▶ [Work item]: Repeat all the records exactly, omitting pictures.

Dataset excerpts
━━━━━━━━━━━━━━━━

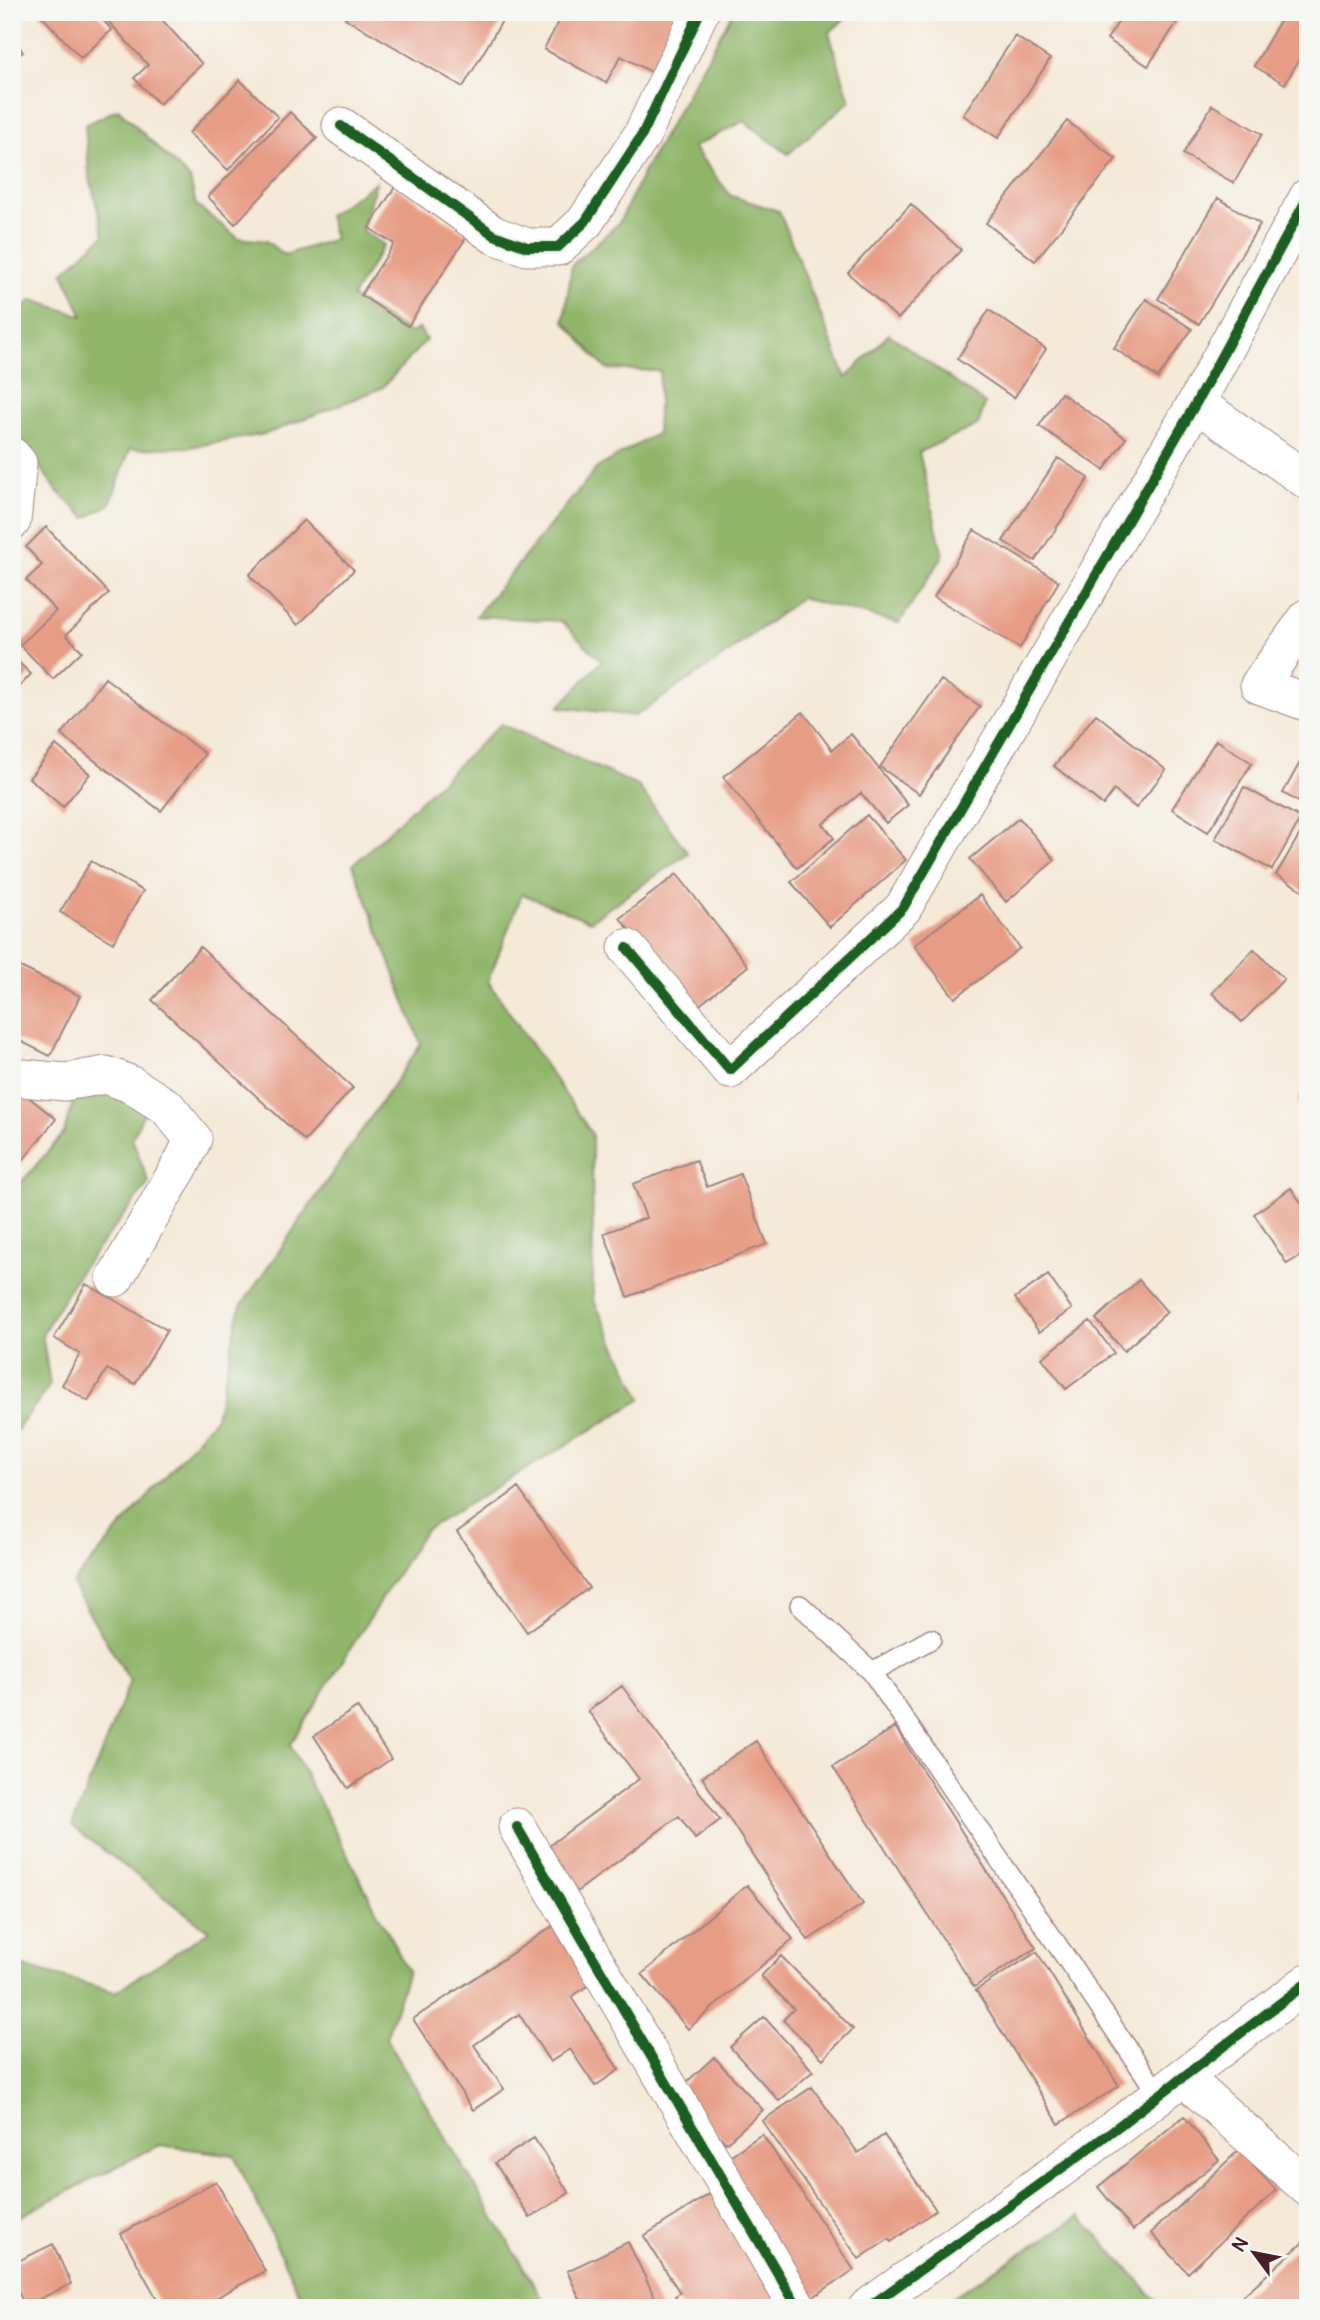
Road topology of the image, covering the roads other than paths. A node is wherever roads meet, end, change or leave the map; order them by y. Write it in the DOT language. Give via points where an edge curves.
graph roads {
  1 [pos="700,12"];
  2 [pos="341,126"];
  3 [pos="1308,197"];
  4 [pos="1196,402"];
  5 [pos="12,456"];
  6 [pos="1308,481"];
  7 [pos="12,521"];
  8 [pos="1308,617"];
  9 [pos="1308,703"];
  10 [pos="627,948"];
  11 [pos="12,1077"];
  12 [pos="115,1278"];
  13 [pos="800,1605"];
  14 [pos="931,1639"];
  15 [pos="872,1672"];
  16 [pos="517,1827"];
  17 [pos="1308,1982"];
  18 [pos="1171,2086"];
  19 [pos="1308,2188"];
  20 [pos="798,2308"];
  21 [pos="867,2308"];
  1 -- 2 [label="street" via="642,135 585,222 558,247 527,247 494,234"];
  3 -- 4 [label="street"];
  4 -- 6 [label="street"];
  4 -- 10 [label="street" via="903,908 730,1070"];
  5 -- 7 [label="street" via="18,463"];
  8 -- 9 [label="street" via="1259,685"];
  11 -- 12 [label="street" via="65,1082 106,1075 167,1107 193,1139"];
  13 -- 15 [label="lane"];
  14 -- 15 [label="lane"];
  15 -- 18 [label="lane"];
  16 -- 20 [label="street"];
  17 -- 18 [label="street"];
  18 -- 19 [label="street"];
  18 -- 21 [label="street"];
}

━━━━━━━━━━━━━━━━

▶ [Finished exercise]:
Road topology of the image, covering the roads other than paths. A node is wherever roads meet, end, change or leave the map; order them by y. Write it in the DOT language. Give via points where an edge curves.
graph roads {
  1 [pos="700,12"];
  2 [pos="341,126"];
  3 [pos="1308,197"];
  4 [pos="1196,402"];
  5 [pos="12,456"];
  6 [pos="1308,481"];
  7 [pos="12,521"];
  8 [pos="1308,617"];
  9 [pos="1308,703"];
  10 [pos="627,948"];
  11 [pos="12,1077"];
  12 [pos="115,1278"];
  13 [pos="800,1605"];
  14 [pos="931,1639"];
  15 [pos="872,1672"];
  16 [pos="517,1827"];
  17 [pos="1308,1982"];
  18 [pos="1171,2086"];
  19 [pos="1308,2188"];
  20 [pos="798,2308"];
  21 [pos="867,2308"];
  1 -- 2 [label="street" via="642,135 585,222 558,247 527,247 494,234"];
  3 -- 4 [label="street"];
  4 -- 6 [label="street"];
  4 -- 10 [label="street" via="903,908 730,1070"];
  5 -- 7 [label="street" via="18,463"];
  8 -- 9 [label="street" via="1259,685"];
  11 -- 12 [label="street" via="65,1082 106,1075 167,1107 193,1139"];
  13 -- 15 [label="lane"];
  14 -- 15 [label="lane"];
  15 -- 18 [label="lane"];
  16 -- 20 [label="street"];
  17 -- 18 [label="street"];
  18 -- 19 [label="street"];
  18 -- 21 [label="street"];
}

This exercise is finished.